### EXERCISE
Your answer must be a single number: how many lines of the data include "delle".

### INPUT FOR THIS TASK
#####
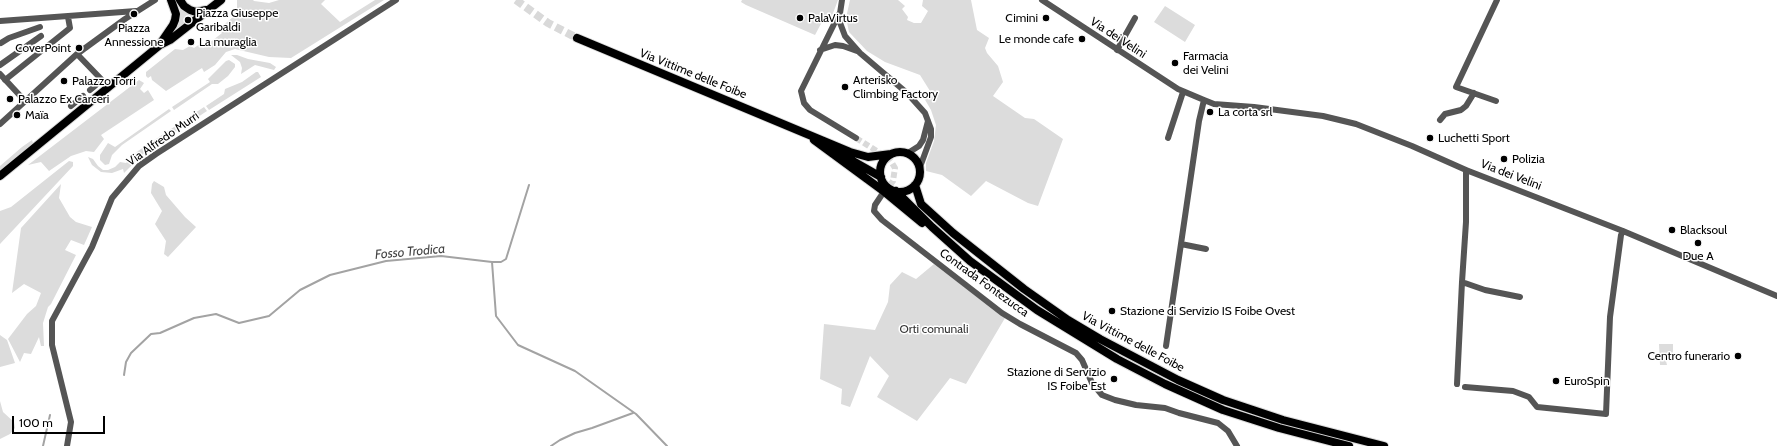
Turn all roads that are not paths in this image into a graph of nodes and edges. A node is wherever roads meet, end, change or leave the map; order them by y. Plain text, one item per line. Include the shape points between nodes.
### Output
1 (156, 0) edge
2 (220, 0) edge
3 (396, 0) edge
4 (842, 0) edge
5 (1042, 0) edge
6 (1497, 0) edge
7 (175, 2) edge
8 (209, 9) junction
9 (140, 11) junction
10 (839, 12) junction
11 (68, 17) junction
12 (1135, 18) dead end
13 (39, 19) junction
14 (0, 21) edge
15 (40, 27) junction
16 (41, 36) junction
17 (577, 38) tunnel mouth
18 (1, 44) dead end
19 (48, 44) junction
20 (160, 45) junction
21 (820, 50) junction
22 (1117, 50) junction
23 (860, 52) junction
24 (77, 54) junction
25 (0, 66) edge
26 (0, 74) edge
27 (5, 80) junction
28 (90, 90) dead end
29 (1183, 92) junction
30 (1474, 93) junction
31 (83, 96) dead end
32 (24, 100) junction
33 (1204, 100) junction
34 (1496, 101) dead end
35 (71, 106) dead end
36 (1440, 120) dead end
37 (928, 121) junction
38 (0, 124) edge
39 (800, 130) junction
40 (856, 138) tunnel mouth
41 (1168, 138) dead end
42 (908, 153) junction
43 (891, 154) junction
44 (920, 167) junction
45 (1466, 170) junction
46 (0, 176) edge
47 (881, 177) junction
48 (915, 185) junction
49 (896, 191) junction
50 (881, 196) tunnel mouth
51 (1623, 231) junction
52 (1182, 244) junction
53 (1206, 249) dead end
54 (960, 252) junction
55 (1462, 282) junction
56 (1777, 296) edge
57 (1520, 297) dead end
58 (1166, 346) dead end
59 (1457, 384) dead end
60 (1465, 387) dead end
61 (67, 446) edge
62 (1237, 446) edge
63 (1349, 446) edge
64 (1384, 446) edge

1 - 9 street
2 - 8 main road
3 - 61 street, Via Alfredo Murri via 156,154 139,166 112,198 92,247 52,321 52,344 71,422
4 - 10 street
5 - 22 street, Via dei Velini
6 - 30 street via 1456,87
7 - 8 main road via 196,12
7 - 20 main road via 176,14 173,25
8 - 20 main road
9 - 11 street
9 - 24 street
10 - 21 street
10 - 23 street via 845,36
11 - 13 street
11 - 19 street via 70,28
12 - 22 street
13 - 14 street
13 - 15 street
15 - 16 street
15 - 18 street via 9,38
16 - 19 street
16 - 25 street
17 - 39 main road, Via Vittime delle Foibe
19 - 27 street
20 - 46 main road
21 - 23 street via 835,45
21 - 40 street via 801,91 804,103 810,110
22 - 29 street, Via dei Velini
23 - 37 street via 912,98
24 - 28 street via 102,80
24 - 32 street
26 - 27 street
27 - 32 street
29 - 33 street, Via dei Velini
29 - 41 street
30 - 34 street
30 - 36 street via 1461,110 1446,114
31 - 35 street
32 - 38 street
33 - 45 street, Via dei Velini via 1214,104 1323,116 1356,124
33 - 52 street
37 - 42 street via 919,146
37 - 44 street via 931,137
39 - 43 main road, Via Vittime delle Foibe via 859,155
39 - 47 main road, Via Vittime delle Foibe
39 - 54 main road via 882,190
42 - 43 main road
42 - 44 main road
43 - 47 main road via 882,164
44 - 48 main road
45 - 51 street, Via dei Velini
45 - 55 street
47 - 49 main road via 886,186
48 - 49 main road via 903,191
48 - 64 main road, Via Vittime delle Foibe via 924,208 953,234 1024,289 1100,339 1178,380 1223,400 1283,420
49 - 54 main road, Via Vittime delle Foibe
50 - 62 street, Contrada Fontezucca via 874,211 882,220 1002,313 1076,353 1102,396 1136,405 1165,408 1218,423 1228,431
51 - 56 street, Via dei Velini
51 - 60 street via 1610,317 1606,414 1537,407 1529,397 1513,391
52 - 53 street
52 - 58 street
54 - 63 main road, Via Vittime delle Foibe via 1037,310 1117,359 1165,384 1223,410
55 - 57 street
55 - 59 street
#####
### OUTPUT OF THE EXERCISE
6